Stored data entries
-------------------------
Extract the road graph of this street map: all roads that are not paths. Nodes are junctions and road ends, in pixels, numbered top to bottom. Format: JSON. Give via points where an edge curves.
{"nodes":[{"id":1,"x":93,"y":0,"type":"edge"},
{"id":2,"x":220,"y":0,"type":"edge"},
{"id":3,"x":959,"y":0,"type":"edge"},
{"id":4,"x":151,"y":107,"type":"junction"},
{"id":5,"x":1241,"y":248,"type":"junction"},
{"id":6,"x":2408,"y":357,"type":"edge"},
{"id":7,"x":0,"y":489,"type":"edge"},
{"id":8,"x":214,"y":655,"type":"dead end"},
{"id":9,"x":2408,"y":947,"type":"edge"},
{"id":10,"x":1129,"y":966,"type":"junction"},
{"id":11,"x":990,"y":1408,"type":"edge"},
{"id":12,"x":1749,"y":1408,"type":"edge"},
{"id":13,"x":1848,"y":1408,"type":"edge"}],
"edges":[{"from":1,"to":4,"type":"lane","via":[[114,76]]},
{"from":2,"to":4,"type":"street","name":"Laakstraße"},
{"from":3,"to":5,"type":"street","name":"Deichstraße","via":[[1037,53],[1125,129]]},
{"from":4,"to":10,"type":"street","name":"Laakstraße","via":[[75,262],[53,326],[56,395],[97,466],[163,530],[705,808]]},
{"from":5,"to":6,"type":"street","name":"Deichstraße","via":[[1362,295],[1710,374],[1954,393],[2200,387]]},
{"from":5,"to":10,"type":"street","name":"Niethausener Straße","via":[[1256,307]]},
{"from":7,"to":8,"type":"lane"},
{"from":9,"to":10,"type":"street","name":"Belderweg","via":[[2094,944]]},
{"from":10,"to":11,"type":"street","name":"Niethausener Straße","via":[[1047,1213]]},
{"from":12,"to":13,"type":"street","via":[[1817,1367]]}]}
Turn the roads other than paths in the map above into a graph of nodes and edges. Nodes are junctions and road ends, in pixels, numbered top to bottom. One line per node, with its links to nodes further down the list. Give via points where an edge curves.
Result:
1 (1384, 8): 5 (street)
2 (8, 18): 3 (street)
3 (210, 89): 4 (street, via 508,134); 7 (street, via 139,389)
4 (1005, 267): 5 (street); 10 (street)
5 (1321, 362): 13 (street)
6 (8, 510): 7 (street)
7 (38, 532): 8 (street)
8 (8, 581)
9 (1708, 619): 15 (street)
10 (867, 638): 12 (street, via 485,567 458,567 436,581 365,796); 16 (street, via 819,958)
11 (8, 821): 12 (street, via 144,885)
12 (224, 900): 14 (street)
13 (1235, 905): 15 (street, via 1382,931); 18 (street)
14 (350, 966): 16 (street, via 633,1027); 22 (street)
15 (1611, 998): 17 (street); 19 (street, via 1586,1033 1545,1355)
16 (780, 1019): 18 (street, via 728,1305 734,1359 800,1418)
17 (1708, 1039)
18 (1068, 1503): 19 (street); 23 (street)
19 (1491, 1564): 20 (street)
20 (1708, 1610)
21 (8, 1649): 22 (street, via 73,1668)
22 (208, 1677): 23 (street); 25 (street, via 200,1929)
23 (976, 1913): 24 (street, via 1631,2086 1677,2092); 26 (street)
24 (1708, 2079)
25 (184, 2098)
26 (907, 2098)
-------------------------
Output each record above exactly, omitting nothing.

→ **TASK SOLUTION**
Extract the road graph of this street map: all roads that are not paths. Nodes are junctions and road ends, in pixels, numbered top to bottom. Format: JSON. Give via points where an edge curves.
{"nodes":[{"id":1,"x":93,"y":0,"type":"edge"},
{"id":2,"x":220,"y":0,"type":"edge"},
{"id":3,"x":959,"y":0,"type":"edge"},
{"id":4,"x":151,"y":107,"type":"junction"},
{"id":5,"x":1241,"y":248,"type":"junction"},
{"id":6,"x":2408,"y":357,"type":"edge"},
{"id":7,"x":0,"y":489,"type":"edge"},
{"id":8,"x":214,"y":655,"type":"dead end"},
{"id":9,"x":2408,"y":947,"type":"edge"},
{"id":10,"x":1129,"y":966,"type":"junction"},
{"id":11,"x":990,"y":1408,"type":"edge"},
{"id":12,"x":1749,"y":1408,"type":"edge"},
{"id":13,"x":1848,"y":1408,"type":"edge"}],
"edges":[{"from":1,"to":4,"type":"lane","via":[[114,76]]},
{"from":2,"to":4,"type":"street","name":"Laakstraße"},
{"from":3,"to":5,"type":"street","name":"Deichstraße","via":[[1037,53],[1125,129]]},
{"from":4,"to":10,"type":"street","name":"Laakstraße","via":[[75,262],[53,326],[56,395],[97,466],[163,530],[705,808]]},
{"from":5,"to":6,"type":"street","name":"Deichstraße","via":[[1362,295],[1710,374],[1954,393],[2200,387]]},
{"from":5,"to":10,"type":"street","name":"Niethausener Straße","via":[[1256,307]]},
{"from":7,"to":8,"type":"lane"},
{"from":9,"to":10,"type":"street","name":"Belderweg","via":[[2094,944]]},
{"from":10,"to":11,"type":"street","name":"Niethausener Straße","via":[[1047,1213]]},
{"from":12,"to":13,"type":"street","via":[[1817,1367]]}]}
Turn the roads other than paths in the map above into a graph of nodes and edges. Nodes are junctions and road ends, in pixels, numbered top to bottom. One line per node, with its links to nodes further down the list. Give via points where an edge curves.
Result:
1 (1384, 8): 5 (street)
2 (8, 18): 3 (street)
3 (210, 89): 4 (street, via 508,134); 7 (street, via 139,389)
4 (1005, 267): 5 (street); 10 (street)
5 (1321, 362): 13 (street)
6 (8, 510): 7 (street)
7 (38, 532): 8 (street)
8 (8, 581)
9 (1708, 619): 15 (street)
10 (867, 638): 12 (street, via 485,567 458,567 436,581 365,796); 16 (street, via 819,958)
11 (8, 821): 12 (street, via 144,885)
12 (224, 900): 14 (street)
13 (1235, 905): 15 (street, via 1382,931); 18 (street)
14 (350, 966): 16 (street, via 633,1027); 22 (street)
15 (1611, 998): 17 (street); 19 (street, via 1586,1033 1545,1355)
16 (780, 1019): 18 (street, via 728,1305 734,1359 800,1418)
17 (1708, 1039)
18 (1068, 1503): 19 (street); 23 (street)
19 (1491, 1564): 20 (street)
20 (1708, 1610)
21 (8, 1649): 22 (street, via 73,1668)
22 (208, 1677): 23 (street); 25 (street, via 200,1929)
23 (976, 1913): 24 (street, via 1631,2086 1677,2092); 26 (street)
24 (1708, 2079)
25 (184, 2098)
26 (907, 2098)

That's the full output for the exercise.